It was 30 years ago today that the blizzard of 1977 struck Western New York. And it most likely was the worst birthday of my mother’s life.
After 30 years, I don’t remember the details. It was a Friday, and my dad went to work. Although I can’t be sure, I think that the schools were closed. My impression is that I spent the day at home with my mother and with a sense of nothing happening and a sense of something about to happen.
It was my mother’s 58th birthday. She would have six more.
My mother suffered from depression and anxiety. For me, who loves snow, the winter of 1976/77 was beautiful and magical, with its accumulation of sparkling snow cover. For my mother, though, it must have seemed dreary, oppressive, and lonely, like the harsh New England winter setting of Edith Wharton’s Ethan Frome, and January 28 must have been the dreariest and loneliest day of all.
I’ve read that it didn’t snow much on January 28, but high winds caused the existing snow to drift. Later, I would see photos of houses in Buffalo buried to the roof line. High winds always frightened me. Whenever I felt the trailer shake and shudder, I had visions of it being blown off its cement blocks, falling like a toy, and life as I knew it would end forever when that happened.
Perhaps that is how my mother felt when my dad didn’t come home from work.
Being young and optimistic, I wasn’t worried. I knew, with the occasional confidence of youth, that my dad was all right. But I knew,from my mother’s silence and her attention to the storm and the transistor radio, that she couldn’t shake her growing gloom, her feeling that all was not well and would not be again.
Then my dad still didn’t come home.
I tried to act as though everything were normal. I insisted on making the traditional birthday cake. A birthday would not be a birthday without the cake or a photo of the birthday person with it.
My dad didn’t appear, and he didn’t call, and I suspect supper was somewhat late that evening, put off until after its usual 5 p.m. serving in the hope that he might show up or send word somehow. But he didn’t.
It was probably between 8 and 9 p.m. when I finally convinced the birthday girl to cut the cake and to try to celebrate. I still have the photo I took, in which she is wearing a red pantsuit and is wearing a look of worry under a forced half-smile. A 15-year-old can’t realize that a 58th birthday may be neither special nor happy under even good circumstances, but especially not when it is accompanied by visions of car accidents and widowhood. Logic — the fact that most roads had been closed and that no one could get through on them to cause or participate in an accident — does little to hinder such thoughts.
My mother never slept well, often getting up restlessly between 2 and 4 a.m., and I suspect that this was one of the longest, most sleepless nights of her life.

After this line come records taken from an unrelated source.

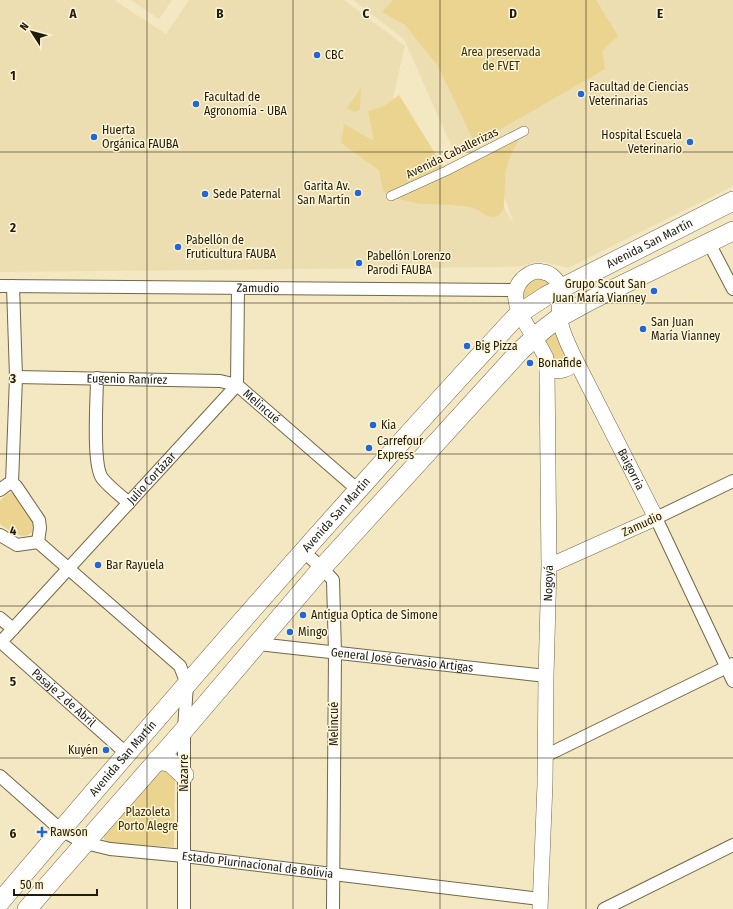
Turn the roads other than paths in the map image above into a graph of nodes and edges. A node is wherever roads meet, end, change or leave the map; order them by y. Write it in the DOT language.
graph roads {
  1 [pos="524,131"];
  2 [pos="391,196"];
  3 [pos="733,201"];
  4 [pos="733,231"];
  5 [pos="709,243"];
  6 [pos="0,286"];
  7 [pos="13,286"];
  8 [pos="238,288"];
  9 [pos="733,288"];
  10 [pos="560,289"];
  11 [pos="516,290"];
  12 [pos="520,313"];
  13 [pos="560,317"];
  14 [pos="534,337"];
  15 [pos="575,359"];
  16 [pos="547,368"];
  17 [pos="16,377"];
  18 [pos="97,378"];
  19 [pos="237,386"];
  20 [pos="733,481"];
  21 [pos="12,483"];
  22 [pos="0,490"];
  23 [pos="358,490"];
  24 [pos="129,504"];
  25 [pos="656,518"];
  26 [pos="0,535"];
  27 [pos="38,542"];
  28 [pos="304,552"];
  29 [pos="549,566"];
  30 [pos="69,568"];
  31 [pos="322,568"];
  32 [pos="0,618"];
  33 [pos="13,629"];
  34 [pos="0,643"];
  35 [pos="258,644"];
  36 [pos="335,653"];
  37 [pos="730,666"];
  38 [pos="546,676"];
  39 [pos="733,681"];
  40 [pos="187,684"];
  41 [pos="184,730"];
  42 [pos="127,754"];
  43 [pos="545,756"];
  44 [pos="157,760"];
  45 [pos="184,775"];
  46 [pos="0,776"];
  47 [pos="61,830"];
  48 [pos="85,843"];
  49 [pos="733,845"];
  50 [pos="184,856"];
  51 [pos="333,874"];
  52 [pos="0,902"];
  53 [pos="540,904"];
  54 [pos="27,909"];
  55 [pos="184,909"];
  56 [pos="334,909"];
  57 [pos="604,909"];
  1 -- 2 [label="street, Avenida Caballerizas"];
  3 -- 10 [label="main road, Avenida San Martín"];
  4 -- 5 [label="main road, Avenida San Martín"];
  5 -- 9 [label="street"];
  5 -- 13 [label="main road, Avenida San Martín"];
  6 -- 7 [label="street, Zamudio"];
  7 -- 8 [label="street, Zamudio"];
  7 -- 17 [label="street"];
  8 -- 11 [label="street, Zamudio"];
  8 -- 19 [label="street"];
  10 -- 11 [label="street"];
  10 -- 12 [label="main road, Avenida San Martín"];
  10 -- 13 [label="street, Baigorria"];
  11 -- 12 [label="street, Nogoyá"];
  12 -- 14 [label="street, Nogoyá"];
  12 -- 23 [label="main road, Avenida San Martín"];
  13 -- 14 [label="main road, Avenida San Martín"];
  13 -- 15 [label="street, Baigorria"];
  14 -- 16 [label="street, Nogoyá"];
  14 -- 31 [label="main road, Avenida San Martín"];
  15 -- 16 [label="street"];
  15 -- 25 [label="street, Baigorria"];
  16 -- 29 [label="street, Nogoyá"];
  17 -- 18 [label="street, Eugenio Ramírez"];
  17 -- 21 [label="street"];
  18 -- 19 [label="street, Eugenio Ramírez"];
  18 -- 24 [label="street"];
  19 -- 23 [label="street, Melincué"];
  19 -- 24 [label="street, Julio Cortázar"];
  20 -- 25 [label="street, Zamudio"];
  21 -- 22 [label="street"];
  21 -- 27 [label="street"];
  23 -- 28 [label="main road, Avenida San Martín"];
  24 -- 30 [label="street, Julio Cortázar"];
  25 -- 29 [label="street, Zamudio"];
  25 -- 37 [label="street, Baigorria"];
  26 -- 27 [label="street"];
  27 -- 30 [label="street"];
  28 -- 31 [label="street, Melincué"];
  28 -- 40 [label="main road, Avenida San Martín"];
  29 -- 38 [label="street, Nogoyá"];
  30 -- 33 [label="street, Julio Cortázar"];
  30 -- 40 [label="street"];
  31 -- 35 [label="main road, Avenida San Martín"];
  31 -- 36 [label="street, Melincué"];
  32 -- 33 [label="street"];
  33 -- 34 [label="street, Julio Cortázar"];
  34 -- 42 [label="street, Pasaje 2 de Abril"];
  35 -- 36 [label="street, General José Gervasio Artigas"];
  35 -- 41 [label="main road, Avenida San Martín"];
  36 -- 38 [label="street, General José Gervasio Artigas"];
  36 -- 51 [label="street, Melincué"];
  37 -- 39 [label="street, Baigorria"];
  37 -- 43 [label="street"];
  38 -- 43 [label="street, Nogoyá"];
  40 -- 41 [label="street, Nazarre"];
  40 -- 42 [label="main road, Avenida San Martín"];
  41 -- 44 [label="main road, Avenida San Martín"];
  41 -- 45 [label="street, Nazarre"];
  42 -- 47 [label="main road, Avenida San Martín"];
  43 -- 53 [label="street, Nogoyá"];
  44 -- 45 [label="main road"];
  44 -- 48 [label="main road, Avenida San Martín"];
  45 -- 50 [label="street, Nazarre"];
  46 -- 47 [label="street, Estado Plurinacional de Bolivia"];
  47 -- 48 [label="street, Estado Plurinacional de Bolivia"];
  47 -- 52 [label="main road, Avenida San Martín"];
  48 -- 50 [label="street, Estado Plurinacional de Bolivia"];
  48 -- 54 [label="main road, Avenida San Martín"];
  49 -- 57 [label="street"];
  50 -- 51 [label="street, Estado Plurinacional de Bolivia"];
  50 -- 55 [label="street, Nazarre"];
  51 -- 53 [label="street, Estado Plurinacional de Bolivia"];
  51 -- 56 [label="street, Melincué"];
}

At some point in the morning, my dad appeared suddenly at the front door. “Where have you been?” At the plant, of course. He had done what most of the other workers had — worked a double shift, eating out of vending machines. “Why didn’t you call?” There were dozens of employees lined up to use the limited number of pay phones to contact anxious spouses, children, parents, and other family members. He genuinely did not seem to understand why she had been so worried.
He had worked the double shift, driven the three or so miles home when allowed, parked at the entrance to the trailer park because the roads were impassable, and slept in his van, probably under the scratchy old army blanket that went everywhere the van did, because the roads through the park were impassable. He walked home after it was light and there was a break in the weather.
I don’t know if my mother ever forgave my father for the blizzard of ’77 or the worst birthday of her life, and I don’t know if he with his pragmatic nature ever understood all the anxiety that she could put herself through. Perhaps they are finally sharing some of that birthday cake today, and perhaps she is finally smiling.